Koch’s penchant for showing people not interacting can even appear when they are in the same bed: Telephone Call suggests that the woman rising to answer the phone is quite through with the man still asleep beside her. Night (1964) is a post-coital scene of a naked woman on her side seemingly asleep, or aiming to sleep, while the naked man beside her reads a newspaper. Siesta (1962) shows a naked woman fixing her hair while her female partner still sleeps, wrapped in a bed sheet. The tenderest moments appear to reveal how alone and apart people feel: Discussion (1974) features a fully clad man and woman holding drinks and sitting silently across from, but not looking at, one another.
Was-he-or-wasn’t-he speculation about Koch’s sexual preferences has long factored in the interpretation of his paintings of models and of men generally. The Sculptor (1964) is interesting not only for the image itself — a standing nude model, seen from behind, lights the cigarette of the seated male artist, whose face is perilously near the model’s genitals — but also for what appears on the museum’s webpage devoted to the painting. There members of the public can ask questions; two make reference to the model’s buttocks, and one asks if the artist was gay.
Kraushaar’s Katherine Degn takes umbrage at the very question, calling his sexuality “irrelevant,” yet it remains an open question. “He had a longtime marriage to Dora,” curator Mina Weiner says, “although certainly there were rumors about his homosexual longings. He may have been very closeted, not acting out his homosexuality.” Ninety-four-year-old Burton Silverman, a portraitist who was taken under Koch’s wing early in his career and had several of his paintings purchased by the older artist, recalls him as “fey,” noting that Koch “did not talk about his sexuality, keeping it quiet. Maybe he was a 19th-century gay. I never saw anything one way or the other.” Jacob Collins, who didn’t know the artist but likely was influenced by him, says, “I don’t know for a fact that he was gay, but that was my impression.” He adds that the suggestion that Koch was homosexual perhaps is made by “gay activists throwing a lifeline to his reputation,” in effect making him more relevant to our times.

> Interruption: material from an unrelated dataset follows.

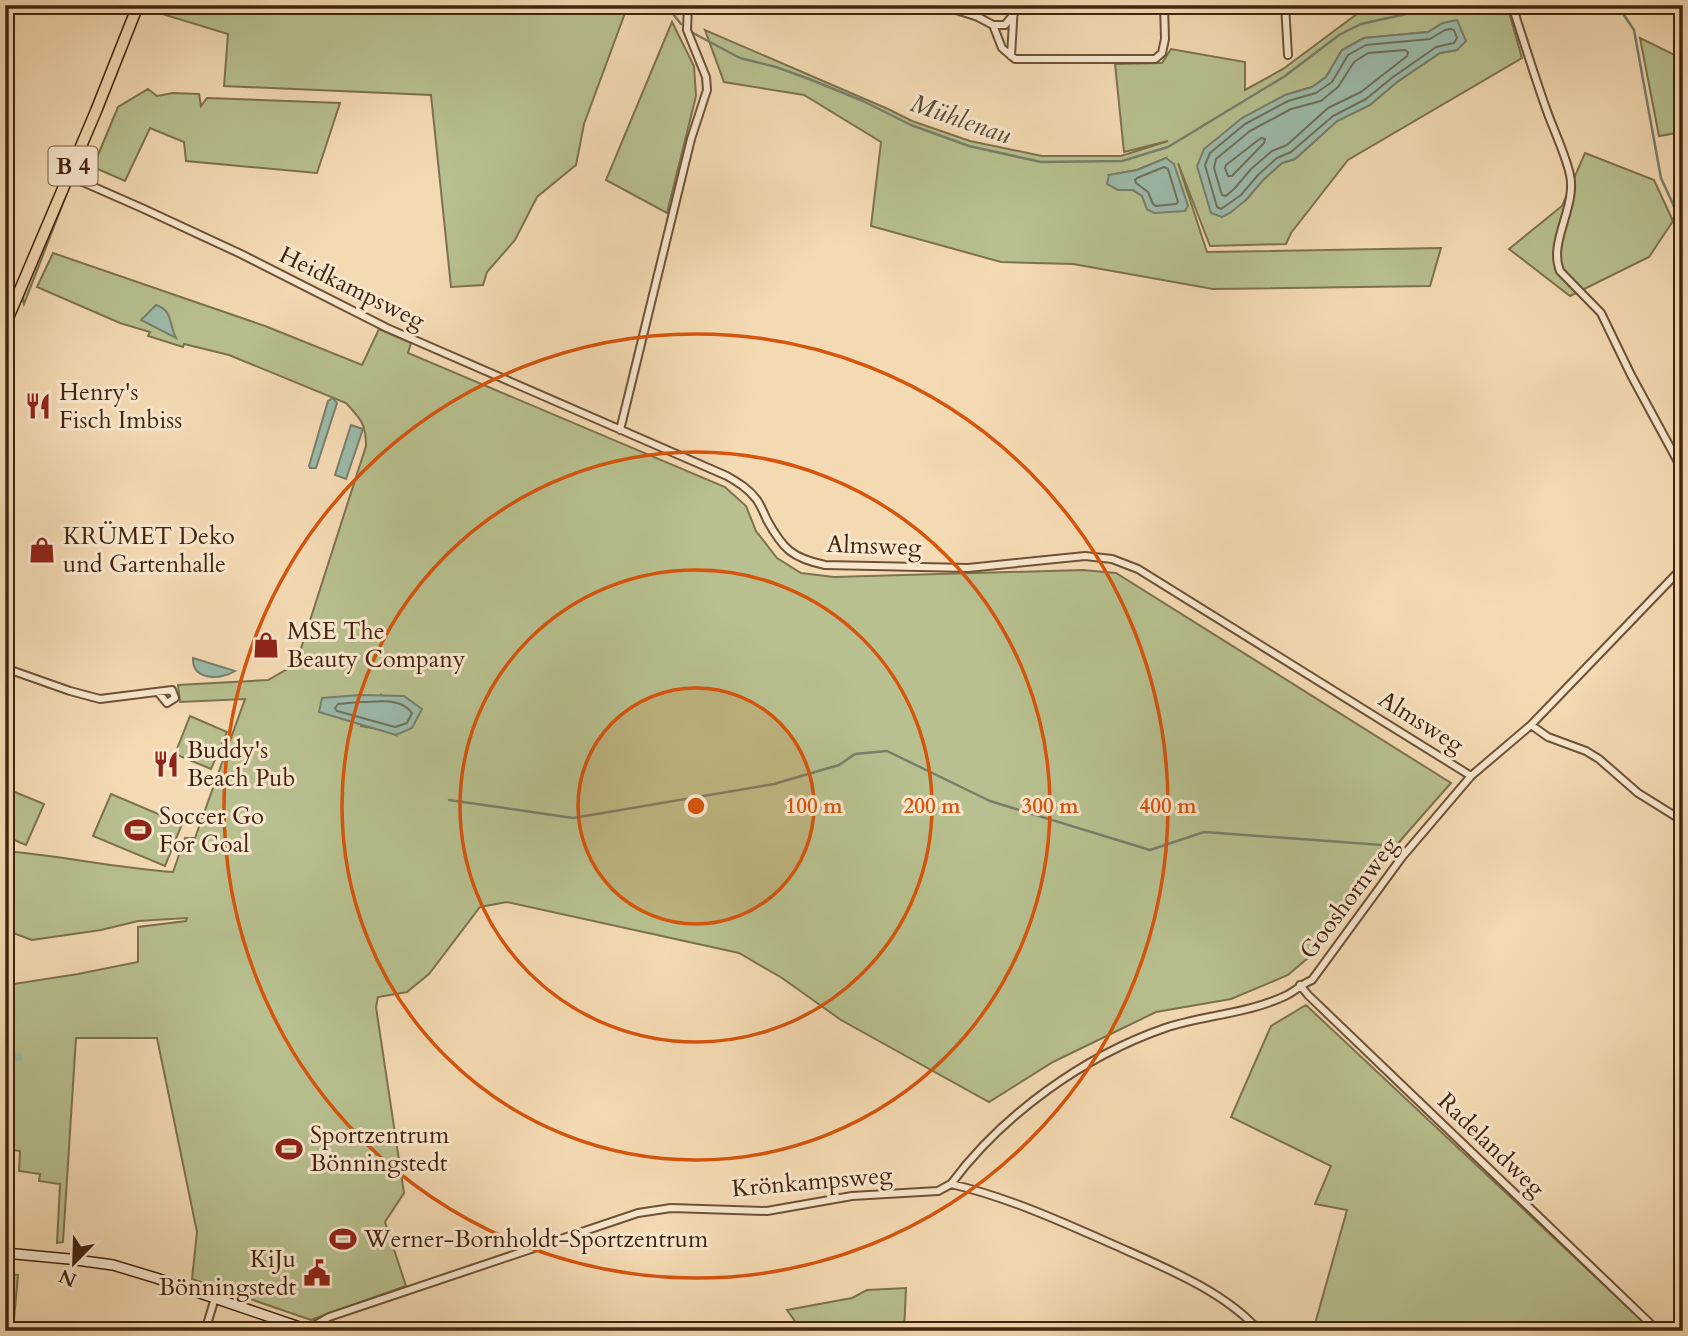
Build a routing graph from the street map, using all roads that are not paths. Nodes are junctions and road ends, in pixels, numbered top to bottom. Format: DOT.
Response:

There is a sense of stagecraft in Koch’s art. A question that arises after seeing many of his paintings, particularly those of his Manhattan apartment, is whether he is playing the debonair master of home and studio, wearing tailored suits and showing off his antiques, or if he really is that comical-yet-not-funny person. Burt Silverman claims that Koch really was the former. Perhaps his greatest creation was his lifestyle, depicted so often in his paintings. (When she was organizing the 2001 exhibition, Weiner visited the apartment and found it smaller than it appears in his scenes, as though Koch sought to aggrandize his life.)

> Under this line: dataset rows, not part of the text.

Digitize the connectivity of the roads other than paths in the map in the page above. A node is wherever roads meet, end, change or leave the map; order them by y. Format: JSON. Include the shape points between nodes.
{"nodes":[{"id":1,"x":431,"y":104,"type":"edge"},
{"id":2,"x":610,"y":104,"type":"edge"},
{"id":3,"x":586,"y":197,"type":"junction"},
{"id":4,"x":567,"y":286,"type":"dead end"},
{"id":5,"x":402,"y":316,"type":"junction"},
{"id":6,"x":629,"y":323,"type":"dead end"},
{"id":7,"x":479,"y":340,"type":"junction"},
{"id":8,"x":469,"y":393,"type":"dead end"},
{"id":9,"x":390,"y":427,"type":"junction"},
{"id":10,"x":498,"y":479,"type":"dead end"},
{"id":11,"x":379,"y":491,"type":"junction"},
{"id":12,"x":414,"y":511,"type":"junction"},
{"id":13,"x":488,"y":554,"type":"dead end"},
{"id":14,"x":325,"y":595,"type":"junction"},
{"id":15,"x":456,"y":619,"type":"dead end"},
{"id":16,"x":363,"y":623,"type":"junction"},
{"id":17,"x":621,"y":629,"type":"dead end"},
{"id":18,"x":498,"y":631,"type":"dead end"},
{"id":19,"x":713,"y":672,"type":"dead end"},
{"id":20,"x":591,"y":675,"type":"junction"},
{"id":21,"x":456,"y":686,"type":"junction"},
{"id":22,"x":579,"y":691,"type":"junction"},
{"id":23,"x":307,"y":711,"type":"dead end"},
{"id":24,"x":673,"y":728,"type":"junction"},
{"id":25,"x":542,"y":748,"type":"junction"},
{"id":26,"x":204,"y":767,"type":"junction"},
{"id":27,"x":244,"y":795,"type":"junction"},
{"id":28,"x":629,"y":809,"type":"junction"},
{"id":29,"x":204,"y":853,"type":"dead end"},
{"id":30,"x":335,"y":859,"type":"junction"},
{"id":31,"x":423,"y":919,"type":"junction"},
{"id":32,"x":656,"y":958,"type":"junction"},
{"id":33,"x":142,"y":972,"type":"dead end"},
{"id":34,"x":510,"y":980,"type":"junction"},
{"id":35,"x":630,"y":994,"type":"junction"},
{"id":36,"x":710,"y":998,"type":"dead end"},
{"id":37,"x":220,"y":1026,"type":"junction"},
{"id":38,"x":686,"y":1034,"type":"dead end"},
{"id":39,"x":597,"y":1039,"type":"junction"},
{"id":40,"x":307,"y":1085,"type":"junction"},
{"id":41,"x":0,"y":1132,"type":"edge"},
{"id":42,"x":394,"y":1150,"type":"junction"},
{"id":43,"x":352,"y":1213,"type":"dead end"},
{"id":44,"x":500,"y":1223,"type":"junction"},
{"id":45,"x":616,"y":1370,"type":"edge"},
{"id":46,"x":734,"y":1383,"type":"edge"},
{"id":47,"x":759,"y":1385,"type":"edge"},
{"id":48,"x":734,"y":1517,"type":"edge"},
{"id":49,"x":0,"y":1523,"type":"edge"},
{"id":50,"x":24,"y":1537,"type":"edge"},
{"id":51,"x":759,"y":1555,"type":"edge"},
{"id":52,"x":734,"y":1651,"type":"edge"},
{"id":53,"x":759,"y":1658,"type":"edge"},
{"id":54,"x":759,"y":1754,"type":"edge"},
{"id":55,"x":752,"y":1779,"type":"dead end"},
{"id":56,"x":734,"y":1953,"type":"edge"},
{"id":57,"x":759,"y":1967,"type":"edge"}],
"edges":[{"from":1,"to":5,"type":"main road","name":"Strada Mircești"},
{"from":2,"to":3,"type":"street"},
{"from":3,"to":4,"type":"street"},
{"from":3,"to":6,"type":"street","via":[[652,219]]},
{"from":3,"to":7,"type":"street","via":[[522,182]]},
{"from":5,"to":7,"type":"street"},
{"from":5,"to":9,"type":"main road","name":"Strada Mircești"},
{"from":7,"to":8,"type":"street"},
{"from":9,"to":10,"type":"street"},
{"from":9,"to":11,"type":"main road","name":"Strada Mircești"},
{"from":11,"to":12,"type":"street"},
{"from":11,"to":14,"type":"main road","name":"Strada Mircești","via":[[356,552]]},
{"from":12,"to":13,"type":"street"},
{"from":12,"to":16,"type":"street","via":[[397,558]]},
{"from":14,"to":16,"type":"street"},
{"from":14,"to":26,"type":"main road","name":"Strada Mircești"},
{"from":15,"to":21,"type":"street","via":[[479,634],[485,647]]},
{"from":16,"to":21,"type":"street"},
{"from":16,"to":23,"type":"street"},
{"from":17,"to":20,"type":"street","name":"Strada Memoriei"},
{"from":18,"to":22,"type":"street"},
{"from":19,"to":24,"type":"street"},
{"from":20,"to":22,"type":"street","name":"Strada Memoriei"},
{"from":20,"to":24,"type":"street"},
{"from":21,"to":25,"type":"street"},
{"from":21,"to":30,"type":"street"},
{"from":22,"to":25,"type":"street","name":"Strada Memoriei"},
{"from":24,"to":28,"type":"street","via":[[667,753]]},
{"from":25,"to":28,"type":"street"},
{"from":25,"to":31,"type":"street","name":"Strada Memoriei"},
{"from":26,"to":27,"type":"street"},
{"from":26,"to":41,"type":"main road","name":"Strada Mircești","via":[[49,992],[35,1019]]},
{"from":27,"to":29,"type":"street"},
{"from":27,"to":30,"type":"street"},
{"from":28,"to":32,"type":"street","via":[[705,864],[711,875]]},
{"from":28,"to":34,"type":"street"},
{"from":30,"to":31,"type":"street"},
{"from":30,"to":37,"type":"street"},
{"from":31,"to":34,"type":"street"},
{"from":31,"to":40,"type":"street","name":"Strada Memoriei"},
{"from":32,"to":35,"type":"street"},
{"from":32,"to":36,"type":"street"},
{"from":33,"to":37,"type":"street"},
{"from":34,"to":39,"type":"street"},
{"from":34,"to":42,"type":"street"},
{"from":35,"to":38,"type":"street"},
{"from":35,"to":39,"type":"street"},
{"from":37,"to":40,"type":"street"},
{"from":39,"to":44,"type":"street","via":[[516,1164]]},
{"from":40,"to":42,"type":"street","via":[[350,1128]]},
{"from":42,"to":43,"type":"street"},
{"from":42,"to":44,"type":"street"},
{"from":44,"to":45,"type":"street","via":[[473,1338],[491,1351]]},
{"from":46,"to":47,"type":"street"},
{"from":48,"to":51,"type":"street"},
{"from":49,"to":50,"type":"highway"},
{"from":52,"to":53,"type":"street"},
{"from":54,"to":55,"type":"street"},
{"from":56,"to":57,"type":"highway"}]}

The longer we look, the more we wonder, “What is the subject of this painting? What was on the artist’s mind?” Great art may overcome the oddness of an artist’s personality (think Van Gogh), but the fact that Koch’s paintings remain in seemingly permanent storage nationwide reflects their puzzle-like nature, that they do not fit into a category and thus don’t help curators wanting to tell a clear story of American art. Don’t hold your breath that this puzzle will be figured out anytime soon.